What to do →
Your copy should repeat the data that follows exactly and contain no image.

Collected data →
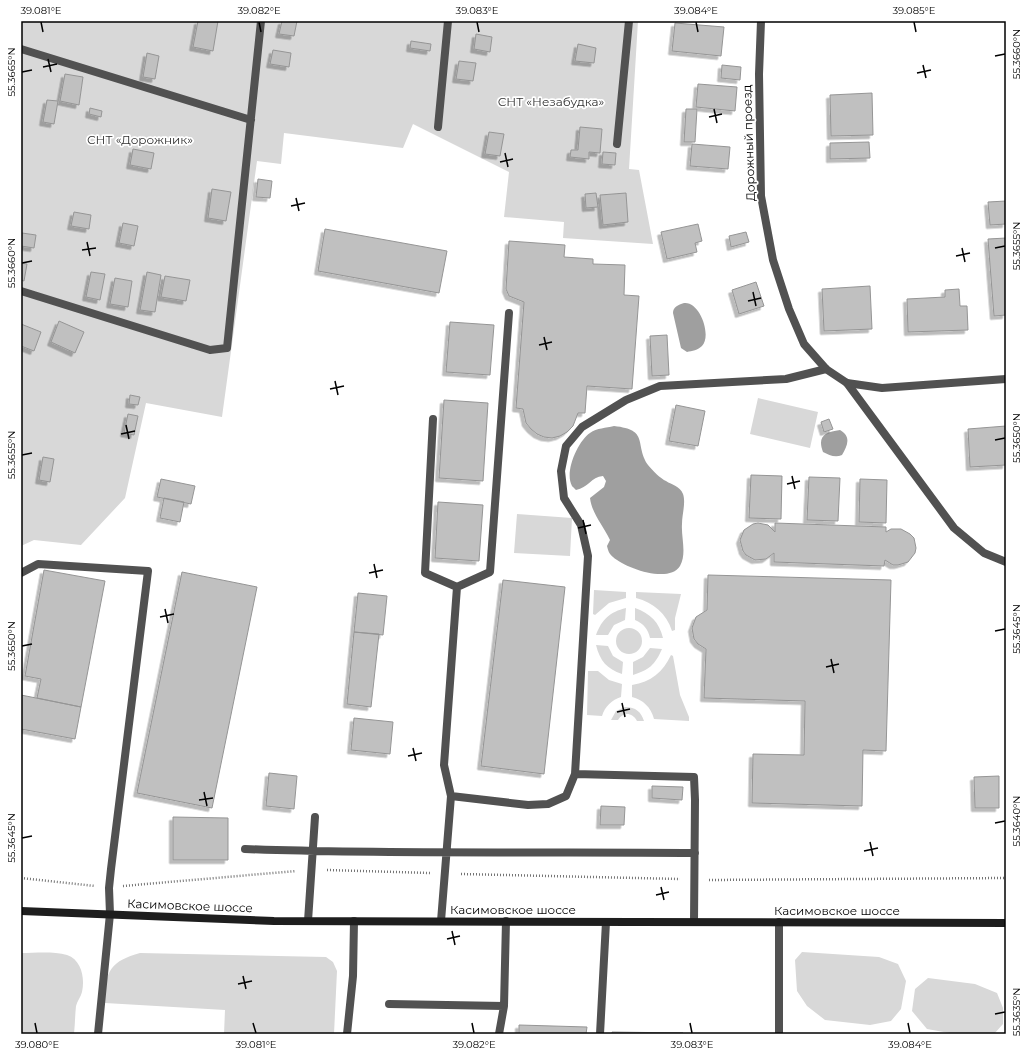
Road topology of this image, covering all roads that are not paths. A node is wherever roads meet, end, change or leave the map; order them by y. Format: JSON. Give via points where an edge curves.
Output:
{"nodes":[{"id":1,"x":261,"y":21,"type":"edge"},
{"id":2,"x":448,"y":21,"type":"edge"},
{"id":3,"x":629,"y":21,"type":"edge"},
{"id":4,"x":760,"y":21,"type":"edge"},
{"id":5,"x":21,"y":49,"type":"edge"},
{"id":6,"x":251,"y":120,"type":"junction"},
{"id":7,"x":438,"y":127,"type":"dead end"},
{"id":8,"x":617,"y":144,"type":"dead end"},
{"id":9,"x":21,"y":292,"type":"edge"},
{"id":10,"x":509,"y":314,"type":"dead end"},
{"id":11,"x":826,"y":369,"type":"junction"},
{"id":12,"x":1006,"y":379,"type":"edge"},
{"id":13,"x":847,"y":383,"type":"junction"},
{"id":14,"x":433,"y":419,"type":"dead end"},
{"id":15,"x":1006,"y":562,"type":"edge"},
{"id":16,"x":21,"y":573,"type":"edge"},
{"id":17,"x":457,"y":586,"type":"junction"},
{"id":18,"x":575,"y":774,"type":"junction"},
{"id":19,"x":451,"y":796,"type":"junction"},
{"id":20,"x":315,"y":817,"type":"dead end"},
{"id":21,"x":245,"y":849,"type":"dead end"},
{"id":22,"x":313,"y":852,"type":"junction"},
{"id":23,"x":446,"y":853,"type":"junction"},
{"id":24,"x":695,"y":853,"type":"junction"},
{"id":25,"x":21,"y":911,"type":"edge"},
{"id":26,"x":110,"y":914,"type":"junction"},
{"id":27,"x":308,"y":921,"type":"junction"},
{"id":28,"x":354,"y":921,"type":"junction"},
{"id":29,"x":441,"y":921,"type":"junction"},
{"id":30,"x":506,"y":921,"type":"junction"},
{"id":31,"x":606,"y":922,"type":"junction"},
{"id":32,"x":694,"y":922,"type":"junction"},
{"id":33,"x":780,"y":922,"type":"junction"},
{"id":34,"x":1006,"y":923,"type":"edge"},
{"id":35,"x":389,"y":1004,"type":"dead end"},
{"id":36,"x":504,"y":1006,"type":"junction"},
{"id":37,"x":98,"y":1034,"type":"edge"},
{"id":38,"x":346,"y":1034,"type":"edge"},
{"id":39,"x":499,"y":1034,"type":"edge"},
{"id":40,"x":600,"y":1034,"type":"edge"},
{"id":41,"x":779,"y":1034,"type":"edge"}],
"edges":[{"from":1,"to":6,"type":"street"},
{"from":2,"to":7,"type":"street"},
{"from":3,"to":8,"type":"street"},
{"from":4,"to":11,"type":"street","name":"Дорожный проезд","via":[[761,196],[773,260],[804,344]]},
{"from":5,"to":6,"type":"street"},
{"from":6,"to":9,"type":"street","via":[[227,348],[210,350]]},
{"from":10,"to":17,"type":"street","via":[[490,572]]},
{"from":11,"to":13,"type":"street","name":"Дорожный проезд"},
{"from":11,"to":18,"type":"street","via":[[786,379],[660,386],[626,400],[588,423],[566,446],[561,470],[564,498],[581,525],[588,556]]},
{"from":12,"to":13,"type":"street","via":[[882,388]]},
{"from":13,"to":15,"type":"street","via":[[954,528],[984,554]]},
{"from":14,"to":17,"type":"street","via":[[425,573]]},
{"from":16,"to":26,"type":"street","via":[[38,564],[148,571],[109,888]]},
{"from":17,"to":19,"type":"street","via":[[444,765]]},
{"from":18,"to":19,"type":"street","via":[[566,796],[548,804],[528,805]]},
{"from":18,"to":24,"type":"street","via":[[694,777]]},
{"from":19,"to":23,"type":"street"},
{"from":20,"to":22,"type":"street"},
{"from":21,"to":22,"type":"street"},
{"from":22,"to":23,"type":"street"},
{"from":22,"to":27,"type":"street"},
{"from":23,"to":24,"type":"street"},
{"from":23,"to":29,"type":"street"},
{"from":24,"to":32,"type":"street"},
{"from":25,"to":26,"type":"main road","name":"Касимовское шоссе"},
{"from":26,"to":27,"type":"main road","name":"Касимовское шоссе"},
{"from":26,"to":37,"type":"street"},
{"from":27,"to":28,"type":"main road","name":"Касимовское шоссе"},
{"from":28,"to":29,"type":"main road","name":"Касимовское шоссе"},
{"from":28,"to":38,"type":"street","via":[[353,976]]},
{"from":29,"to":30,"type":"main road","name":"Касимовское шоссе"},
{"from":30,"to":31,"type":"main road","name":"Касимовское шоссе"},
{"from":30,"to":36,"type":"street"},
{"from":31,"to":32,"type":"main road","name":"Касимовское шоссе"},
{"from":31,"to":40,"type":"street"},
{"from":32,"to":33,"type":"main road","name":"Касимовское шоссе"},
{"from":33,"to":34,"type":"main road","name":"Касимовское шоссе"},
{"from":33,"to":41,"type":"street"},
{"from":35,"to":36,"type":"street"},
{"from":36,"to":39,"type":"street"}]}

Expected output →
Road topology of this image, covering all roads that are not paths. A node is wherever roads meet, end, change or leave the map; order them by y. Format: JSON. Give via points where an edge curves.
Output:
{"nodes":[{"id":1,"x":261,"y":21,"type":"edge"},
{"id":2,"x":448,"y":21,"type":"edge"},
{"id":3,"x":629,"y":21,"type":"edge"},
{"id":4,"x":760,"y":21,"type":"edge"},
{"id":5,"x":21,"y":49,"type":"edge"},
{"id":6,"x":251,"y":120,"type":"junction"},
{"id":7,"x":438,"y":127,"type":"dead end"},
{"id":8,"x":617,"y":144,"type":"dead end"},
{"id":9,"x":21,"y":292,"type":"edge"},
{"id":10,"x":509,"y":314,"type":"dead end"},
{"id":11,"x":826,"y":369,"type":"junction"},
{"id":12,"x":1006,"y":379,"type":"edge"},
{"id":13,"x":847,"y":383,"type":"junction"},
{"id":14,"x":433,"y":419,"type":"dead end"},
{"id":15,"x":1006,"y":562,"type":"edge"},
{"id":16,"x":21,"y":573,"type":"edge"},
{"id":17,"x":457,"y":586,"type":"junction"},
{"id":18,"x":575,"y":774,"type":"junction"},
{"id":19,"x":451,"y":796,"type":"junction"},
{"id":20,"x":315,"y":817,"type":"dead end"},
{"id":21,"x":245,"y":849,"type":"dead end"},
{"id":22,"x":313,"y":852,"type":"junction"},
{"id":23,"x":446,"y":853,"type":"junction"},
{"id":24,"x":695,"y":853,"type":"junction"},
{"id":25,"x":21,"y":911,"type":"edge"},
{"id":26,"x":110,"y":914,"type":"junction"},
{"id":27,"x":308,"y":921,"type":"junction"},
{"id":28,"x":354,"y":921,"type":"junction"},
{"id":29,"x":441,"y":921,"type":"junction"},
{"id":30,"x":506,"y":921,"type":"junction"},
{"id":31,"x":606,"y":922,"type":"junction"},
{"id":32,"x":694,"y":922,"type":"junction"},
{"id":33,"x":780,"y":922,"type":"junction"},
{"id":34,"x":1006,"y":923,"type":"edge"},
{"id":35,"x":389,"y":1004,"type":"dead end"},
{"id":36,"x":504,"y":1006,"type":"junction"},
{"id":37,"x":98,"y":1034,"type":"edge"},
{"id":38,"x":346,"y":1034,"type":"edge"},
{"id":39,"x":499,"y":1034,"type":"edge"},
{"id":40,"x":600,"y":1034,"type":"edge"},
{"id":41,"x":779,"y":1034,"type":"edge"}],
"edges":[{"from":1,"to":6,"type":"street"},
{"from":2,"to":7,"type":"street"},
{"from":3,"to":8,"type":"street"},
{"from":4,"to":11,"type":"street","name":"Дорожный проезд","via":[[761,196],[773,260],[804,344]]},
{"from":5,"to":6,"type":"street"},
{"from":6,"to":9,"type":"street","via":[[227,348],[210,350]]},
{"from":10,"to":17,"type":"street","via":[[490,572]]},
{"from":11,"to":13,"type":"street","name":"Дорожный проезд"},
{"from":11,"to":18,"type":"street","via":[[786,379],[660,386],[626,400],[588,423],[566,446],[561,470],[564,498],[581,525],[588,556]]},
{"from":12,"to":13,"type":"street","via":[[882,388]]},
{"from":13,"to":15,"type":"street","via":[[954,528],[984,554]]},
{"from":14,"to":17,"type":"street","via":[[425,573]]},
{"from":16,"to":26,"type":"street","via":[[38,564],[148,571],[109,888]]},
{"from":17,"to":19,"type":"street","via":[[444,765]]},
{"from":18,"to":19,"type":"street","via":[[566,796],[548,804],[528,805]]},
{"from":18,"to":24,"type":"street","via":[[694,777]]},
{"from":19,"to":23,"type":"street"},
{"from":20,"to":22,"type":"street"},
{"from":21,"to":22,"type":"street"},
{"from":22,"to":23,"type":"street"},
{"from":22,"to":27,"type":"street"},
{"from":23,"to":24,"type":"street"},
{"from":23,"to":29,"type":"street"},
{"from":24,"to":32,"type":"street"},
{"from":25,"to":26,"type":"main road","name":"Касимовское шоссе"},
{"from":26,"to":27,"type":"main road","name":"Касимовское шоссе"},
{"from":26,"to":37,"type":"street"},
{"from":27,"to":28,"type":"main road","name":"Касимовское шоссе"},
{"from":28,"to":29,"type":"main road","name":"Касимовское шоссе"},
{"from":28,"to":38,"type":"street","via":[[353,976]]},
{"from":29,"to":30,"type":"main road","name":"Касимовское шоссе"},
{"from":30,"to":31,"type":"main road","name":"Касимовское шоссе"},
{"from":30,"to":36,"type":"street"},
{"from":31,"to":32,"type":"main road","name":"Касимовское шоссе"},
{"from":31,"to":40,"type":"street"},
{"from":32,"to":33,"type":"main road","name":"Касимовское шоссе"},
{"from":33,"to":34,"type":"main road","name":"Касимовское шоссе"},
{"from":33,"to":41,"type":"street"},
{"from":35,"to":36,"type":"street"},
{"from":36,"to":39,"type":"street"}]}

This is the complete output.